Nama : AGUNG ISTIANTO
NIM/Kelas : A410090138/VC
Tugas: Sebelum 31 Oktober 2011
1. Tentukan nilai turunan pertama dari fungsi f(x)=exp(-x)*sin(x) pada titik xo=0 untuk h=0.1, 0.05, dan 0.025. dengan menggunakan metode Forward Difference, Backward Difference, dan Central Difference. Selanjutnya tentukan error masing-masing metode dengan cara (a) membandingkan penyelesaian eksak, (b) menggunakan order kesalahan.
Penyelesaian :
a. Membandingkan penyelesaian eksak :
1. %titik x0=0 untuk h=0.1
clc
f='exp(-x)*sin(x)';
df=diff(f)
x0=0;
h=0.1;
f1=subs(f,x0);
f2=subs(f,x0+h);
f3=subs(f,x0-h);
FD=(f2-f1)/h
BD=(f1-f3)/h
CD=(f2-f3)/2*h
eksak=subs(df,x0)
error1=abs(eksak-FD)
error2=abs(eksak-BD)
error3=abs(eksak-CD)
Hasil :
df =
-exp(-x)*sin(x)+exp(-x)*cos(x)
FD =
0.9033
BD =
1.1033
CD =
1.0033
eksak =
1
error1 =
0.0967
error2 =
0.1033
error3 =
0.0033
2) %titik x0=0 untuk h=0.5
clc
f='exp(-x)*sin(x)';
df=diff(f)
x0=0;
h=0.5;
f1=subs(f,x0);
f2=subs(f,x0+h);
f3=subs(f,x0-h);
FD=(f2-f1)/h
BD=(f1-f3)/h
CD=(f2-f3)/2*h
eksak=subs(df,x0)
error1=abs(eksak-FD)
error2=abs(eksak-BD)
error3=abs(eksak-CD)
Hasil :
df =
-exp(-x)*sin(x)+exp(-x)*cos(x)
FD =
0.9508
BD =
1.0508
CD =
1.0008
eksak =
1
error1 =
0.0492
error2 =
0.0508
error3 =
8.3312e-004
3) %titik x0=0 untuk h=0.025
clc
f='exp(-x)*sin(x)';
df=diff(f)
x0=0;
h=0.025;
f1=subs(f,x0);
f2=subs(f,x0+h);
f3=subs(f,x0-h);
FD=(f2-f1)/h
BD=(f1-f3)/h
CD=(f2-f3)/2*h
eksak=subs(df,x0)
error1=abs(eksak-FD)
error2=abs(eksak-BD)
error3=abs(eksak-CD)
Hasil :
df =
-exp(-x)*sin(x)+exp(-x)*cos(x)
FD =
0.9752
BD =
1.0252
CD =
1.0002
eksak =
1
error1 =
0.0248
error2 =
0.0252
error3 =
2.0832e-004
b.
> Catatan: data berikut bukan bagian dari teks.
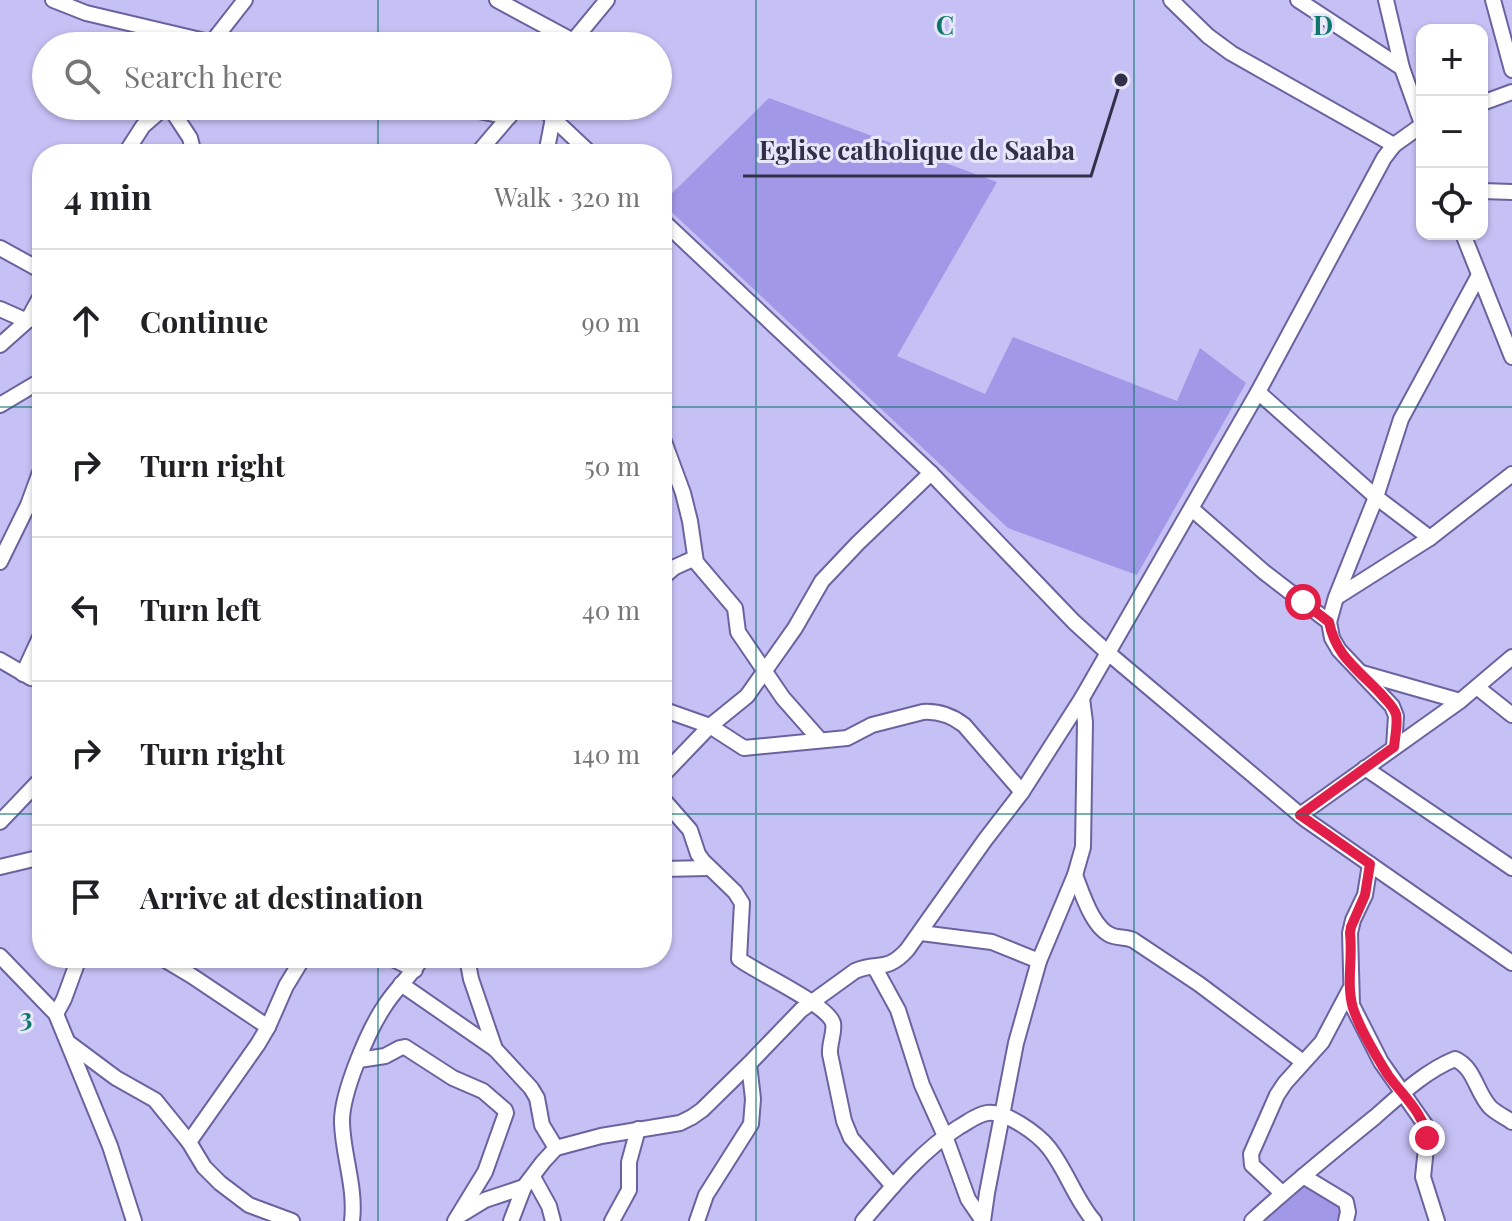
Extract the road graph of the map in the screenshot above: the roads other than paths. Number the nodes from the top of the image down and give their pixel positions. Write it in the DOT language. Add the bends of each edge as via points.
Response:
graph roads {
  1 [pos="53,0"];
  2 [pos="245,0"];
  3 [pos="497,0"];
  4 [pos="607,0"];
  5 [pos="1171,0"];
  6 [pos="1298,0"];
  7 [pos="1386,0"];
  8 [pos="1493,0"];
  9 [pos="85,7"];
  10 [pos="171,32"];
  11 [pos="224,32"];
  12 [pos="551,32"];
  13 [pos="581,32"];
  14 [pos="1402,68"];
  15 [pos="1512,70"];
  16 [pos="1512,92"];
  17 [pos="1488,101"];
  18 [pos="1416,108"];
  19 [pos="150,120"];
  20 [pos="178,120"];
  21 [pos="507,120"];
  22 [pos="553,120"];
  23 [pos="555,120"];
  24 [pos="1416,129"];
  25 [pos="131,144"];
  26 [pos="192,144"];
  27 [pos="486,144"];
  28 [pos="548,144"];
  29 [pos="580,144"];
  30 [pos="1394,145"];
  31 [pos="1488,191"];
  32 [pos="1512,192"];
  33 [pos="672,229"];
  34 [pos="1465,240"];
  35 [pos="0,248"];
  36 [pos="32,266"];
  37 [pos="1479,275"];
  38 [pos="0,309"];
  39 [pos="32,312"];
  40 [pos="27,321"];
  41 [pos="0,345"];
  42 [pos="1510,348"];
  43 [pos="32,386"];
  44 [pos="1258,392"];
  45 [pos="0,405"];
  46 [pos="672,462"];
  47 [pos="931,473"];
  48 [pos="1512,474"];
  49 [pos="32,494"];
  50 [pos="1376,497"];
  51 [pos="1192,509"];
  52 [pos="1430,538"];
  53 [pos="695,558"];
  54 [pos="0,562"];
  55 [pos="672,570"];
  56 [pos="1336,597"];
  57 [pos="1329,622"];
  58 [pos="1107,652"];
  59 [pos="32,655"];
  60 [pos="1512,657"];
  61 [pos="0,660"];
  62 [pos="765,670"];
  63 [pos="1361,673"];
  64 [pos="23,674"];
  65 [pos="32,677"];
  66 [pos="1478,688"];
  67 [pos="1082,698"];
  68 [pos="1460,701"];
  69 [pos="672,713"];
  70 [pos="1512,715"];
  71 [pos="710,726"];
  72 [pos="820,740"];
  73 [pos="1394,747"];
  74 [pos="672,766"];
  75 [pos="1365,768"];
  76 [pos="32,788"];
  77 [pos="1022,792"];
  78 [pos="672,809"];
  79 [pos="1300,815"];
  80 [pos="0,822"];
  81 [pos="32,859"];
  82 [pos="1370,864"];
  83 [pos="0,867"];
  84 [pos="709,868"];
  85 [pos="1512,868"];
  86 [pos="672,869"];
  87 [pos="1075,875"];
  88 [pos="921,933"];
  89 [pos="0,956"];
  90 [pos="1039,961"];
  91 [pos="1512,963"];
  92 [pos="75,968"];
  93 [pos="179,968"];
  94 [pos="297,968"];
  95 [pos="415,968"];
  96 [pos="469,968"];
  97 [pos="875,968"];
  98 [pos="401,984"];
  99 [pos="1350,989"];
  100 [pos="810,1002"];
  101 [pos="56,1014"];
  102 [pos="268,1027"];
  103 [pos="69,1042"];
  104 [pos="495,1049"];
  105 [pos="359,1060"];
  106 [pos="1303,1062"];
  107 [pos="749,1064"];
  108 [pos="1403,1094"];
  109 [pos="1004,1115"];
  110 [pos="1512,1122"];
  111 [pos="638,1129"];
  112 [pos="945,1136"];
  113 [pos="189,1142"];
  114 [pos="556,1148"];
  115 [pos="1303,1176"];
  116 [pos="528,1182"];
  117 [pos="893,1186"];
  118 [pos="1282,1193"];
  119 [pos="455,1220"];
  120 [pos="134,1221"];
  121 [pos="292,1221"];
  122 [pos="352,1221"];
  123 [pos="511,1221"];
  124 [pos="553,1221"];
  125 [pos="612,1221"];
  126 [pos="697,1221"];
  127 [pos="863,1221"];
  128 [pos="983,1221"];
  129 [pos="1094,1221"];
  130 [pos="1252,1221"];
  131 [pos="1346,1221"];
  132 [pos="1437,1221"];
  1 -- 9 [label="street"];
  2 -- 11 [label="street"];
  3 -- 12 [label="street"];
  4 -- 13 [label="street"];
  5 -- 30 [label="street" via="1231,53"];
  6 -- 14 [label="street"];
  7 -- 14 [label="street"];
  8 -- 15 [label="street"];
  9 -- 10 [label="street"];
  14 -- 18 [label="street"];
  16 -- 17 [label="street"];
  19 -- 25 [label="street"];
  20 -- 26 [label="street"];
  21 -- 27 [label="street"];
  22 -- 28 [label="street"];
  23 -- 29 [label="street"];
  24 -- 30 [label="street"];
  30 -- 44 [label="street"];
  31 -- 32 [label="street"];
  33 -- 47 [label="street"];
  34 -- 37 [label="street"];
  35 -- 36 [label="street"];
  37 -- 42 [label="street"];
  37 -- 50 [label="street" via="1401,419"];
  38 -- 40 [label="street"];
  39 -- 40 [label="street"];
  40 -- 41 [label="street"];
  43 -- 45 [label="street"];
  44 -- 50 [label="street"];
  44 -- 51 [label="street"];
  46 -- 53 [label="street" via="687,507"];
  47 -- 58 [label="street"];
  47 -- 62 [label="street" via="822,581"];
  48 -- 52 [label="street"];
  49 -- 54 [label="street"];
  50 -- 52 [label="street"];
  50 -- 56 [label="street"];
  51 -- 57 [label="street"];
  51 -- 58 [label="street"];
  52 -- 56 [label="street"];
  53 -- 55 [label="street"];
  53 -- 62 [label="street" via="735,608 738,632"];
  56 -- 57 [label="street"];
  57 -- 63 [label="street" via="1339,650"];
  58 -- 67 [label="street"];
  58 -- 79 [label="street"];
  59 -- 64 [label="street"];
  60 -- 66 [label="street"];
  61 -- 64 [label="street"];
  62 -- 71 [label="street" via="747,696"];
  62 -- 72 [label="street"];
  63 -- 68 [label="street"];
  63 -- 73 [label="street" via="1392,706"];
  64 -- 65 [label="street"];
  66 -- 68 [label="street"];
  66 -- 70 [label="street"];
  67 -- 77 [label="street"];
  67 -- 87 [label="street" via="1083,847"];
  68 -- 73 [label="street"];
  69 -- 71 [label="street"];
  71 -- 72 [label="street" via="744,748"];
  71 -- 74 [label="street"];
  72 -- 77 [label="street" via="847,738 872,725 923,712 938,714 964,725"];
  73 -- 75 [label="street"];
  75 -- 79 [label="street"];
  75 -- 85 [label="street"];
  76 -- 80 [label="street"];
  77 -- 88 [label="street"];
  78 -- 84 [label="street" via="690,830"];
  79 -- 82 [label="street"];
  81 -- 83 [label="street"];
  82 -- 91 [label="street"];
  82 -- 99 [label="street" via="1363,902 1351,927"];
  84 -- 86 [label="street"];
  84 -- 100 [label="street" via="742,903 739,959"];
  87 -- 90 [label="street"];
  87 -- 106 [label="street" via="1092,915 1111,935 1133,940"];
  88 -- 90 [label="street" via="992,942"];
  88 -- 97 [label="street" via="900,958"];
  89 -- 101 [label="street"];
  90 -- 109 [label="street" via="1016,1043"];
  92 -- 101 [label="street"];
  93 -- 102 [label="street"];
  94 -- 102 [label="street"];
  95 -- 98 [label="street"];
  96 -- 104 [label="street"];
  97 -- 100 [label="street" via="855,971"];
  97 -- 112 [label="street" via="898,1010"];
  98 -- 104 [label="street"];
  98 -- 105 [label="street" via="383,1007"];
  99 -- 106 [label="street" via="1322,1042"];
  99 -- 108 [label="street" via="1367,1037"];
  100 -- 107 [label="street"];
  100 -- 117 [label="street" via="832,1022 831,1061 851,1138"];
  101 -- 103 [label="street"];
  102 -- 113 [label="street"];
  103 -- 113 [label="street" via="155,1100"];
  103 -- 120 [label="street"];
  104 -- 114 [label="street" via="531,1088 542,1125"];
  105 -- 119 [label="street" via="405,1047 483,1091 505,1110 485,1172"];
  105 -- 122 [label="street" via="342,1112"];
  106 -- 118 [label="street" via="1277,1095 1251,1154 1252,1165"];
  107 -- 111 [label="street" via="692,1117"];
  107 -- 126 [label="street" via="751,1124 706,1195"];
  108 -- 110 [label="street" via="1455,1059 1470,1071 1490,1107"];
  108 -- 115 [label="street"];
  108 -- 132 [label="street" via="1426,1126 1423,1177"];
  109 -- 112 [label="street" via="983,1114"];
  109 -- 128 [label="street"];
  109 -- 129 [label="street" via="1048,1146"];
  111 -- 114 [label="street"];
  111 -- 125 [label="street" via="629,1162 629,1190"];
  112 -- 117 [label="street"];
  112 -- 128 [label="street" via="968,1199"];
  113 -- 121 [label="street" via="204,1167 230,1191 249,1205"];
  114 -- 116 [label="street"];
  115 -- 118 [label="street"];
  115 -- 131 [label="street" via="1346,1202"];
  116 -- 119 [label="street" via="471,1207"];
  116 -- 123 [label="street"];
  116 -- 124 [label="street" via="549,1206"];
  117 -- 127 [label="street"];
  118 -- 130 [label="street"];
}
Menggunakan order kesalahan :
%order kesalahan titik x0=0 untuk h=0.1, h=0.05, h=0.025
clc
f='exp(-x)*sin(x)';
df1=diff(f)
df2=diff(f,2)
df3=diff(f,3)
x0=0;
%h1=0.1;
h1=0.1;
nilai_df2=subs(df2,x0)
nilai_df3=subs(df3,x0)
error_FD1=abs(-1/2*h1*nilai_df2)
error_BD1=abs(1/2*h1*nilai_df2)
error_CD1=abs(-1/6*h1.^2*nilai_df3)
%h2=0.05;
h2=0.05;
error_FD2=abs(-1/2*h2*nilai_df2)
error_BD2=abs(1/2*h2*nilai_df2)
error_CD2=abs(-1/6*h2.^2*nilai_df3)
%h2=0.025;
h3=0.025;
error_FD3=abs(-1/2*h3*nilai_df2)
error_BD3=abs(1/2*h3*nilai_df2)
error_CD3=abs(-1/6*h3.^2*nilai_df3)
Hasil :
df1 =
-exp(-x)*sin(x)+exp(-x)*cos(x)
df2 =
-2*exp(-x)*cos(x)
df3 =
2*exp(-x)*cos(x)+2*exp(-x)*sin(x)
nilai_df2 =
-2
nilai_df3 =
2
error_FD1 =
0.1000
error_BD1 =
0.1000
error_CD1 =
0.0033
error_FD2 =
0.0500
error_BD2 =
0.0500
error_CD2 =
8.333e-004
error_FD3 =
0.0250
error_BD3 =
0.0250
error_CD3 =
2.0833e-004
Tabel Perbandingan Error
|
| f’(x0) | Error Masing-masing Metode FD:(x0, x0+h), BD:( x0, x0-h), CD:( x0-h, x0, x0+h) | Error Order Kesalahan O(h) | |||||||
| h | eksak | FD | Error | BD | Error | CD | Error | FD | BD | CD |
| 0.1 | 1 | 0.9033 | 0.0967 | 1.1033 | 0.1033 | 1.0033 | 0.0033 | 0.1000 | 0.1000 | 0.0033 |
| 0.05 | 1 | 0.9508 | 0.0492 | 1.0508 | 0.0508 | 1.0008 | 8.3312e-004 | 0.0500 | 0.0500 | 8.3333e-004 |
| 0.025 | 1 | 0.9752 | 0.0248 | 1.0252 | 0.0252 | 1.0002 | 2.0832e-004 | 0.0250 | 0.0250 | 2.0833e-004 |
Tentukan pendekatan turunan pertama jika digunakan lebih dari 2 titik yaitu (a) Forward Difference dengan titik x0, x0+h, x0+2h, (b) Backward Difference dengan titik x0, x0-h, x0-2h, (c) Central Difference dengan titik x0, x0-h, x0-2h, x0+h, x0-2h. Tentukan juga order kesalahan untuk masing-masing pendekatan.
a. Rumus f’(x0) FD
Deret taylor :
f(x) = f(x0)+f’(x0)(x-x0)+f”(x0)(x-x0)^2/2!+ ...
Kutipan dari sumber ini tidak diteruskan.